→ **TASK DETAILS**
Filter the entries, keeping every line with the string "中央自動車道".

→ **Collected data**
------------

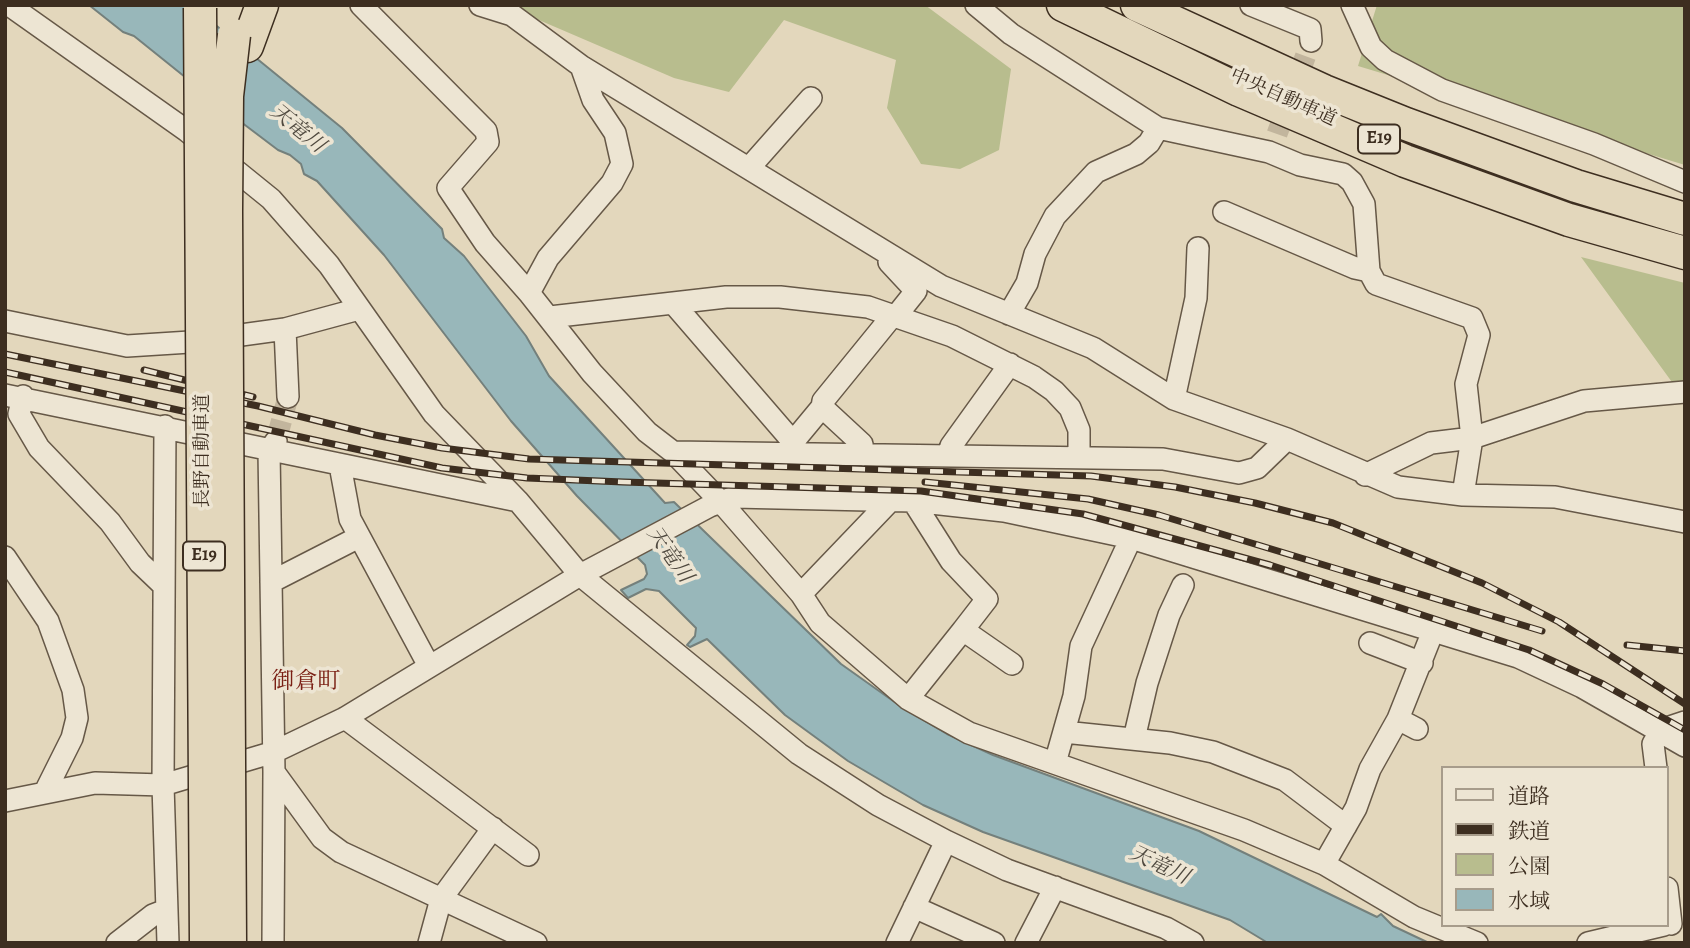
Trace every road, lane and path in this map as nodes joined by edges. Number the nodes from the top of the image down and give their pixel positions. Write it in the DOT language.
graph roads {
  1 [pos="9,5"];
  2 [pos="200,5"];
  3 [pos="215,5"];
  4 [pos="242,5"];
  5 [pos="262,5"];
  6 [pos="360,5"];
  7 [pos="480,5"];
  8 [pos="976,5"];
  9 [pos="1063,5"];
  10 [pos="1086,5"];
  11 [pos="1137,5"];
  12 [pos="1185,5"];
  13 [pos="1251,5"];
  14 [pos="1352,5"];
  15 [pos="1311,41"];
  16 [pos="581,66"];
  17 [pos="811,98"];
  18 [pos="1158,128"];
  19 [pos="749,168"];
  20 [pos="215,171"];
  21 [pos="1685,182"];
  22 [pos="1685,209"];
  23 [pos="1224,212"];
  24 [pos="1685,219"];
  25 [pos="1685,243"];
  26 [pos="1198,248"];
  27 [pos="885,251"];
  28 [pos="1685,253"];
  29 [pos="1369,271"];
  30 [pos="916,292"];
  31 [pos="529,293"];
  32 [pos="979,302"];
  33 [pos="673,303"];
  34 [pos="359,309"];
  35 [pos="1009,314"];
  36 [pos="895,315"];
  37 [pos="550,317"];
  38 [pos="5,321"];
  39 [pos="285,329"];
  40 [pos="1010,364"];
  41 [pos="1685,392"];
  42 [pos="14,395"];
  43 [pos="288,397"];
  44 [pos="1174,398"];
  45 [pos="822,407"];
  46 [pos="165,426"];
  47 [pos="1472,438"];
  48 [pos="1287,439"];
  49 [pos="273,446"];
  50 [pos="793,448"];
  51 [pos="673,452"];
  52 [pos="863,454"];
  53 [pos="948,456"];
  54 [pos="1079,457"];
  55 [pos="340,465"];
  56 [pos="1364,475"];
  57 [pos="1463,495"];
  58 [pos="890,500"];
  59 [pos="518,501"];
  60 [pos="913,501"];
  61 [pos="715,504"];
  62 [pos="1685,522"];
  63 [pos="359,537"];
  64 [pos="1131,538"];
  65 [pos="1193,556"];
  66 [pos="5,557"];
  67 [pos="587,571"];
  68 [pos="271,582"];
  69 [pos="162,584"];
  70 [pos="801,594"];
  71 [pos="963,630"];
  72 [pos="1433,631"];
  73 [pos="1370,643"];
  74 [pos="1422,663"];
  75 [pos="1012,664"];
  76 [pos="429,666"];
  77 [pos="908,699"];
  78 [pos="345,718"];
  79 [pos="1685,722"];
  80 [pos="1661,730"];
  81 [pos="1064,732"];
  82 [pos="1134,739"];
  83 [pos="1685,746"];
  84 [pos="274,762"];
  85 [pos="1055,763"];
  86 [pos="1656,766"];
  87 [pos="163,785"];
  88 [pos="46,792"];
  89 [pos="5,802"];
  90 [pos="311,823"];
  91 [pos="1346,826"];
  92 [pos="493,828"];
  93 [pos="274,835"];
  94 [pos="946,841"];
  95 [pos="528,855"];
  96 [pos="1324,864"];
  97 [pos="1055,887"];
  98 [pos="441,899"];
  99 [pos="1669,902"];
  100 [pos="915,907"];
  101 [pos="166,910"];
  102 [pos="1672,924"];
  103 [pos="1659,927"];
  104 [pos="117,943"];
  105 [pos="168,943"];
  106 [pos="206,943"];
  107 [pos="230,943"];
  108 [pos="273,943"];
  109 [pos="429,943"];
  110 [pos="536,943"];
  111 [pos="897,943"];
  112 [pos="994,943"];
  113 [pos="1026,943"];
  114 [pos="1193,943"];
  115 [pos="1476,943"];
  116 [pos="1588,943"];
  1 -- 34 [label="street"];
  2 -- 20 [label="highway, bridge"];
  3 -- 20 [label="highway, bridge"];
  4 -- 20 [label="highway, bridge"];
  5 -- 20 [label="highway, bridge"];
  6 -- 31 [label="street"];
  7 -- 16 [label="street"];
  8 -- 18 [label="street"];
  9 -- 28 [label="highway"];
  10 -- 25 [label="highway, 中央自動車道 / E19"];
  11 -- 24 [label="highway, 中央自動車道 / E19"];
  12 -- 22 [label="highway"];
  13 -- 15 [label="street"];
  14 -- 21 [label="street"];
  16 -- 19 [label="street"];
  16 -- 31 [label="street"];
  17 -- 19 [label="street"];
  18 -- 29 [label="street"];
  18 -- 35 [label="street"];
  19 -- 27 [label="street"];
  20 -- 106 [label="highway, 長野自動車道 / E19, bridge"];
  20 -- 107 [label="highway, 長野自動車道 / E19, bridge"];
  23 -- 29 [label="street"];
  26 -- 44 [label="street"];
  27 -- 30 [label="street"];
  27 -- 32 [label="street"];
  29 -- 47 [label="street"];
  30 -- 32 [label="street"];
  30 -- 36 [label="street"];
  31 -- 37 [label="street"];
  32 -- 35 [label="street"];
  33 -- 36 [label="street"];
  33 -- 37 [label="street"];
  33 -- 50 [label="street"];
  34 -- 39 [label="street"];
  34 -- 59 [label="street"];
  35 -- 44 [label="street"];
  36 -- 40 [label="street"];
  36 -- 45 [label="street"];
  37 -- 51 [label="street"];
  38 -- 39 [label="street"];
  39 -- 43 [label="street"];
  40 -- 53 [label="street"];
  40 -- 54 [label="street"];
  41 -- 47 [label="street"];
  42 -- 46 [label="street"];
  42 -- 69 [label="street"];
  44 -- 48 [label="street"];
  45 -- 50 [label="street"];
  45 -- 52 [label="street"];
  46 -- 49 [label="street"];
  46 -- 69 [label="street"];
  47 -- 56 [label="street"];
  47 -- 57 [label="street"];
  48 -- 54 [label="street"];
  48 -- 56 [label="street"];
  49 -- 55 [label="street"];
  49 -- 68 [label="street"];
  50 -- 51 [label="street"];
  50 -- 52 [label="street"];
  51 -- 61 [label="street"];
  52 -- 53 [label="street"];
  53 -- 54 [label="street"];
  55 -- 59 [label="street"];
  55 -- 63 [label="street"];
  56 -- 57 [label="street"];
  57 -- 62 [label="street"];
  58 -- 60 [label="street"];
  58 -- 61 [label="street"];
  58 -- 70 [label="street"];
  59 -- 67 [label="street"];
  60 -- 64 [label="street"];
  60 -- 71 [label="street"];
  61 -- 67 [label="street"];
  61 -- 70 [label="street"];
  63 -- 68 [label="street"];
  63 -- 76 [label="street"];
  64 -- 65 [label="street"];
  64 -- 81 [label="street"];
  65 -- 72 [label="street"];
  65 -- 82 [label="street"];
  66 -- 88 [label="street"];
  67 -- 76 [label="street"];
  67 -- 94 [label="street"];
  68 -- 84 [label="street"];
  69 -- 87 [label="street"];
  70 -- 77 [label="street"];
  71 -- 75 [label="street"];
  71 -- 77 [label="street"];
  72 -- 74 [label="street"];
  72 -- 80 [label="street"];
  73 -- 74 [label="street"];
  74 -- 91 [label="street"];
  76 -- 78 [label="street"];
  77 -- 85 [label="street"];
  78 -- 84 [label="street"];
  78 -- 92 [label="street"];
  79 -- 80 [label="street"];
  80 -- 83 [label="street"];
  80 -- 86 [label="street"];
  81 -- 82 [label="street"];
  81 -- 85 [label="street"];
  82 -- 91 [label="street"];
  84 -- 87 [label="street"];
  84 -- 90 [label="street"];
  84 -- 93 [label="street"];
  85 -- 96 [label="street"];
  87 -- 88 [label="street"];
  87 -- 101 [label="street"];
  88 -- 89 [label="street"];
  90 -- 93 [label="street"];
  90 -- 98 [label="street"];
  91 -- 96 [label="street"];
  92 -- 95 [label="street"];
  92 -- 98 [label="street"];
  93 -- 108 [label="street"];
  94 -- 97 [label="street"];
  94 -- 100 [label="street"];
  96 -- 115 [label="street"];
  97 -- 113 [label="street"];
  97 -- 114 [label="street"];
  98 -- 109 [label="street"];
  98 -- 110 [label="street"];
  99 -- 102 [label="street"];
  100 -- 111 [label="street"];
  100 -- 112 [label="street"];
  101 -- 104 [label="street"];
  101 -- 105 [label="street"];
  103 -- 116 [label="street"];
}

------------

→ **SOLUTION TO THIS PROBLEM**
  10 -- 25 [label="highway, 中央自動車道 / E19"];
  11 -- 24 [label="highway, 中央自動車道 / E19"];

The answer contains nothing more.